# Breakfast Bar



## Clark (Aug 13, 2009)

This was quite a project. This was a solid wall between my kitchen and living room and it had a few surprises for me. On the kitchen side, the wall was made about a half inch of concrete layered over 3/8" of sheet rock. I turned about 6 sawzall blades into butter knives cutting out a 5'x4' area:blink:. And the dust was unimaginable. Moving the wiring to the outlet and putting up a header was the easy part. 
The counter top is 2 sheets of red oak veneer with solid 3/4" red oak for edge banding. I am not sure if I will end up with supports under the side with the overhang. It seems very solid now but if it loosens up at all I will probably go that route. 
Finished with stain and a hard coat to stand up to plates, cups, bowls etc.
The face trim has since been painted white to match everything else.


----------



## H. A. S. (Sep 23, 2010)

Looks good! The little woman wants me to do something similar between the kitchen and living room.:thumbsup:


----------



## mdntrdr (Dec 22, 2009)

Looks great! :thumbsup:

Really opens up the space. :smile:


----------



## mickit (Oct 5, 2009)

Clark said:


> I turned about 6 sawzall blades into butter knives cutting out a 5'x4' area.

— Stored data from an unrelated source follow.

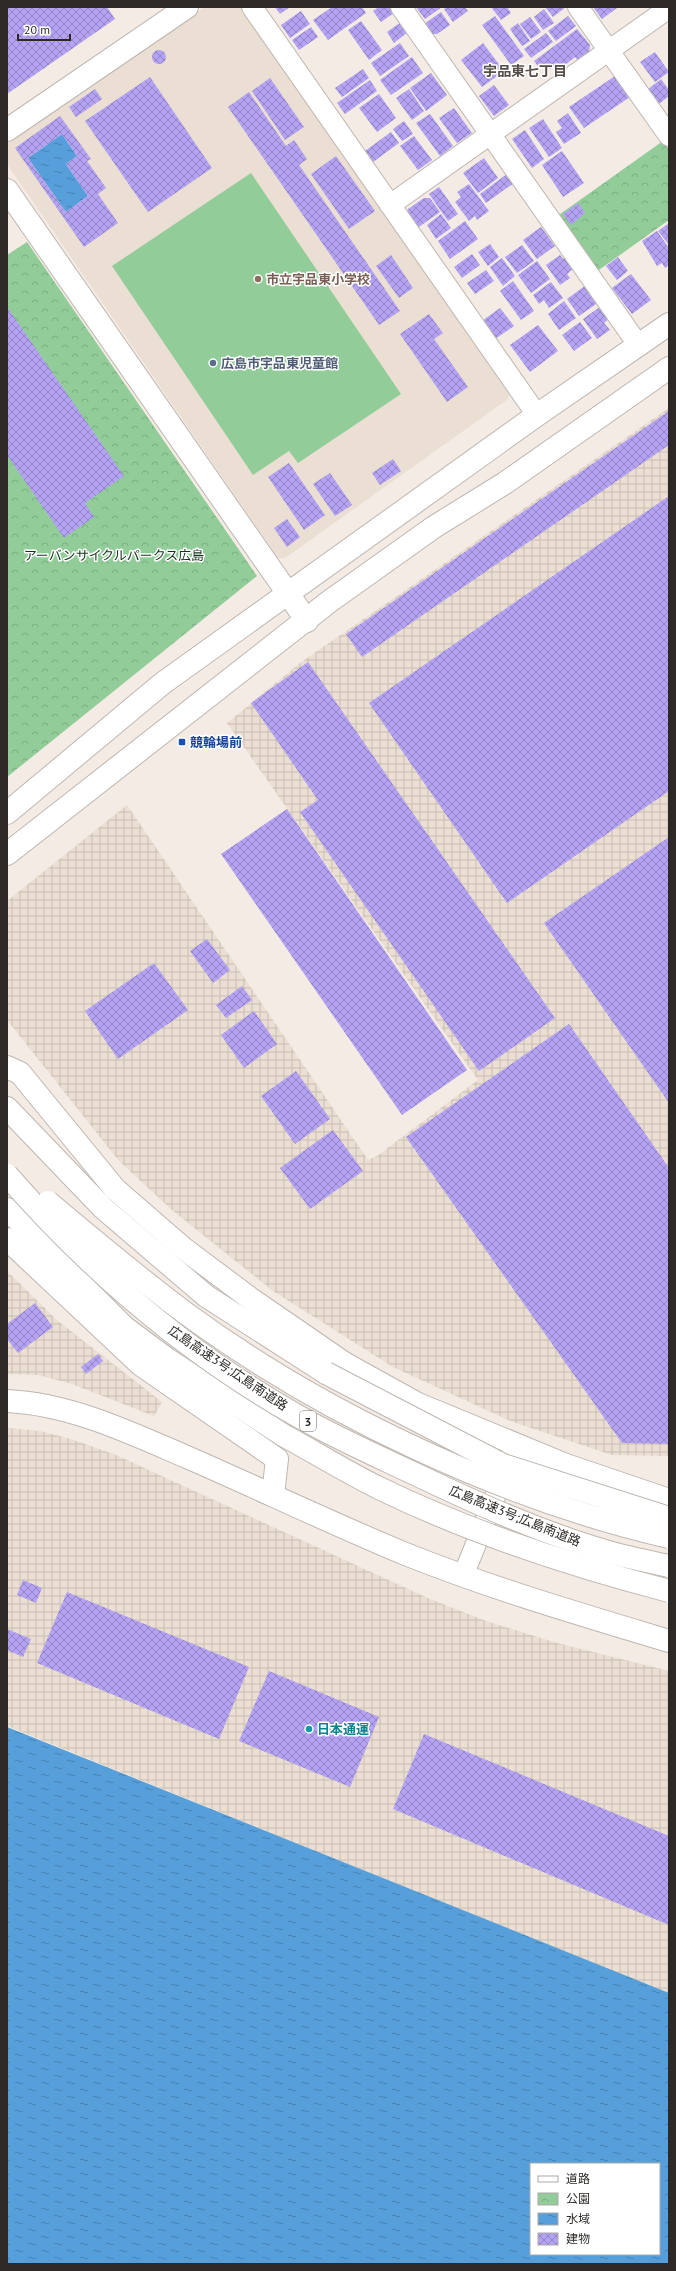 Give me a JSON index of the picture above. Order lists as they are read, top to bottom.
{
  "streets": {
    "main road": ["広島高速3号;広島南道路", "3"]
  },
  "districts": ["宇品東七丁目"],
  "parks": ["アーバンサイクルパークス広島"],
  "places": {
    "other": ["市立宇品東小学校", "広島市宇品東児童館", "日本通運"],
    "transit": ["競輪場前"]
  },
  "legend": [
    "道路",
    "公園",
    "水域",
    "建物"
  ],
  "scale_bar": "20 m"
}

Well you did get a new set of custom butter knives out of it. Good day, I'd say:laughing:


----------



## BWSmith (Aug 24, 2010)

Very nice!

I did one a few years ago that we put drawers under.They got opened from the "wide side".They were part of the system to hold up the overhang.....sorta torsion bx like.IOW's we needed to beef up the looks of the area under top(didn't want brackets).The pulls were cut into bttm of drws........"secret" in that;the whole thing just appeared to be holding up top.Were deep enough for cocktail napkins and misc. bar stuff.BW


----------



## Kenbo (Sep 16, 2008)

Wow, that turned out beautifully. I looks absolutely fantastic. A very nice compliment to the room. Great job. Well worth your efforts. And.........you got 6 new butter knives as a bonus. :thumbsup::laughing:


----------



## firehawkmph (Apr 26, 2008)

Nice job Clark,
Turned out nice, neat as a pin.
Mike Hawkins


----------



## JohnK007 (Nov 14, 2009)

Nice job Clark! When's breakfast and what are we havin'?


----------



## phinds (Mar 25, 2009)

very slick ... I'll bet that makes everything look MUCH better ... more open and spacious-looking. Nice job


----------



## firemedic (Dec 26, 2010)

Nice job, it looks great:thumbsup:


----------



## Texas Sawduster (Apr 27, 2009)

*Very Nice !!!*

I have a similar situation between my living room and kitchen/dinning area. My only issue is the wall is a load bearing wall.
Been thinking about it for awhile. I don't think I will let the wife know my plans for it just yet. :laughing:


----------



## cabinetman (Jul 5, 2007)

Counter looks great, very clean installation. I install those type tops by first screwing down a ¾" plywood cleat to the top of the wall (there should be a 2x4 there). That cleat fits under the top between the front and back buildups. Once screwed down, the top is fitted in and screwed from underneath. If all is very secure, you may not need any supports under the overhang.












 









.


----------



## tcleve4911 (Dec 16, 2006)

BWSmith said:


> Very nice!
> 
> I did one a few years ago that we put drawers under.They got opened from the "wide side".They were part of the system to hold up the overhang.....sorta torsion bx like.IOW's we needed to beef up the looks of the area under top(didn't want brackets).The pulls were cut into bttm of drws........"secret" in that;the whole thing just appeared to be holding up top.Were deep enough for cocktail napkins and misc. bar stuff.BW


Can we see some pics of that? Sounds interesting.......


----------



## Firewalker (Jan 3, 2011)

I agree with the others. It looks fantastic. Amazing how much more open it looks with something like that. Very nice work. 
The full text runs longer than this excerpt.